Lo vi todo en las noticias, con un sabor amargo y ácido en la boca. Estaban celebrando su infidelidad, santificando su traición. Esta actuación retorcida y obsesiva estaba siendo alabada como el colmo del romance. El mundo aplaudía al mismo hombre que me había obligado a abortar a nuestro hijo y me había arrancado el útero del cuerpo. La hipocresía era tan profunda que me enfermaba físicamente.
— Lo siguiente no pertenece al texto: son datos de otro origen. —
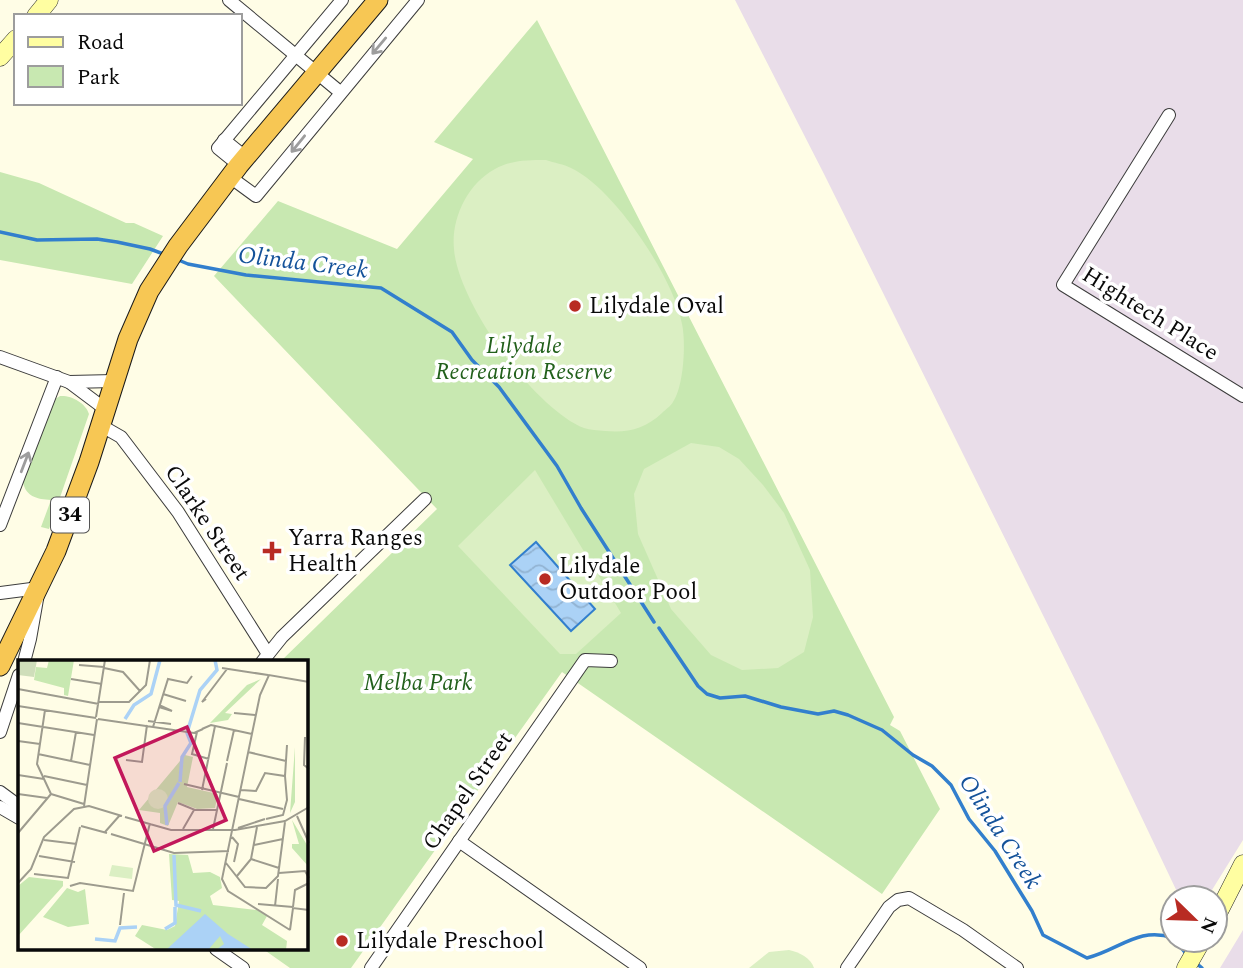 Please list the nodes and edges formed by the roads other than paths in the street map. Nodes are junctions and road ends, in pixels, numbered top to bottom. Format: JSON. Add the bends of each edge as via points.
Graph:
{"nodes":[{"id":1,"x":49,"y":0,"type":"edge"},
{"id":2,"x":229,"y":0,"type":"edge"},
{"id":3,"x":342,"y":0,"type":"edge"},
{"id":4,"x":379,"y":0,"type":"edge"},
{"id":5,"x":418,"y":0,"type":"edge"},
{"id":6,"x":38,"y":14,"type":"edge"},
{"id":7,"x":14,"y":41,"type":"edge"},
{"id":8,"x":295,"y":56,"type":"junction"},
{"id":9,"x":0,"y":57,"type":"edge"},
{"id":10,"x":316,"y":74,"type":"junction"},
{"id":11,"x":340,"y":92,"type":"junction"},
{"id":12,"x":1169,"y":115,"type":"dead end"},
{"id":13,"x":238,"y":166,"type":"junction"},
{"id":14,"x":0,"y":357,"type":"edge"},
{"id":15,"x":63,"y":380,"type":"junction"},
{"id":16,"x":114,"y":381,"type":"junction"},
{"id":17,"x":1243,"y":396,"type":"edge"},
{"id":18,"x":103,"y":417,"type":"junction"},
{"id":19,"x":425,"y":499,"type":"dead end"},
{"id":20,"x":0,"y":525,"type":"edge"},
{"id":21,"x":39,"y":588,"type":"junction"},
{"id":22,"x":0,"y":593,"type":"edge"},
{"id":23,"x":265,"y":658,"type":"edge"},
{"id":24,"x":25,"y":660,"type":"edge"},
{"id":25,"x":611,"y":661,"type":"dead end"},
{"id":26,"x":0,"y":666,"type":"edge"},
{"id":27,"x":18,"y":678,"type":"edge"},
{"id":28,"x":0,"y":732,"type":"edge"},
{"id":29,"x":0,"y":792,"type":"edge"},
{"id":30,"x":18,"y":805,"type":"edge"},
{"id":31,"x":0,"y":807,"type":"edge"},
{"id":32,"x":18,"y":817,"type":"edge"},
{"id":33,"x":459,"y":841,"type":"junction"},
{"id":34,"x":1243,"y":864,"type":"edge"},
{"id":35,"x":1243,"y":884,"type":"edge"},
{"id":36,"x":1229,"y":889,"type":"edge"},
{"id":37,"x":1229,"y":901,"type":"edge"},
{"id":38,"x":216,"y":950,"type":"edge"},
{"id":39,"x":243,"y":968,"type":"edge"},
{"id":40,"x":371,"y":968,"type":"edge"},
{"id":41,"x":640,"y":968,"type":"edge"},
{"id":42,"x":847,"y":968,"type":"edge"},
{"id":43,"x":1017,"y":968,"type":"edge"}],
"edges":[{"from":1,"to":6,"type":"main road"},
{"from":2,"to":8,"type":"street"},
{"from":3,"to":8,"type":"street"},
{"from":4,"to":10,"type":"highway","number":"34"},
{"from":5,"to":11,"type":"street","one_way":true},
{"from":7,"to":9,"type":"main road"},
{"from":8,"to":10,"type":"street"},
{"from":8,"to":13,"type":"street","via":[[218,148]]},
{"from":10,"to":11,"type":"street"},
{"from":10,"to":13,"type":"highway","number":"34"},
{"from":11,"to":13,"type":"street","one_way":true,"via":[[256,196]]},
{"from":12,"to":17,"type":"street","name":"Hightech Place","via":[[1063,285]]},
{"from":13,"to":16,"type":"highway","number":"34","via":[[162,269],[143,303]]},
{"from":14,"to":15,"type":"street","name":"Clarke Street"},
{"from":15,"to":16,"type":"street","name":"Clarke Street"},
{"from":15,"to":18,"type":"street","name":"Clarke Street"},
{"from":20,"to":15,"type":"street","one_way":true},
{"from":16,"to":18,"type":"highway","number":"34"},
{"from":18,"to":21,"type":"highway","number":"34","via":[[68,521]]},
{"from":18,"to":23,"type":"street","name":"Clarke Street","via":[[178,512]]},
{"from":19,"to":23,"type":"street"},
{"from":21,"to":22,"type":"street"},
{"from":21,"to":24,"type":"street"},
{"from":21,"to":26,"type":"highway","number":"34"},
{"from":25,"to":33,"type":"street","name":"Chapel Street","via":[[585,660]]},
{"from":27,"to":28,"type":"street"},
{"from":29,"to":30,"type":"street"},
{"from":31,"to":32,"type":"street"},
{"from":33,"to":40,"type":"street","name":"Chapel Street"},
{"from":33,"to":41,"type":"street"},
{"from":34,"to":36,"type":"main road"},
{"from":35,"to":37,"type":"main road"},
{"from":38,"to":39,"type":"street"},
{"from":42,"to":43,"type":"street","via":[[890,907],[909,898]]}]}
Entonces, tan repentinamente como había desaparecido, Fabiola regresó.
Entró tambaleándose en el penthouse en medio de la noche, no sola. Estaba siendo arrastrada por dos hombres de aspecto brutal, sus rostros duros y sus trajes mal ajustados. Les seguía un tercer hombre, astuto y peligroso, con ojos muertos y un giro cruel en los labios. El vestido de Fabiola estaba rasgado, su rostro magullado.
"Vaya, vaya, De la Torre", dijo el hombre astuto, su voz un gruñido bajo. "Mira lo que encontramos arrastrado por la corriente". Empujó a Fabiola hacia adelante, y ella se desplomó en el suelo. "Parece que tu chica le debe mucho dinero a mi jefe. Los Valencia pensaron que podían incumplir un trato. Estamos aquí para cobrar".
Nombró una cifra que era astronómica, incluso para Javier. "Tienes una hora para hacer la transferencia. O nos llevamos a la chica de vuelta. Y esta vez, no la encontrarás".
Javier miró a los hombres, su mente corriendo, calculando. La seguridad del edificio había sido comprometida. Estaban superados en armas. Sus ojos recorrieron la habitación, deteniéndose en mí, donde estaba congelada en el umbral.
Una idea horrible comenzó a formarse en sus ojos. Un plan tan monstruoso, tan completamente desprovisto de humanidad, que me dejó sin aliento. Iba a usarme.
Me miró, su mirada ya no era la de un esposo ni siquiera la de un hombre. Era la mirada de un general sacrificando un peón.
"Elena", dijo, su voz peligrosamente tranquila. "Trae las llaves del Bentley. Vas a crear una distracción".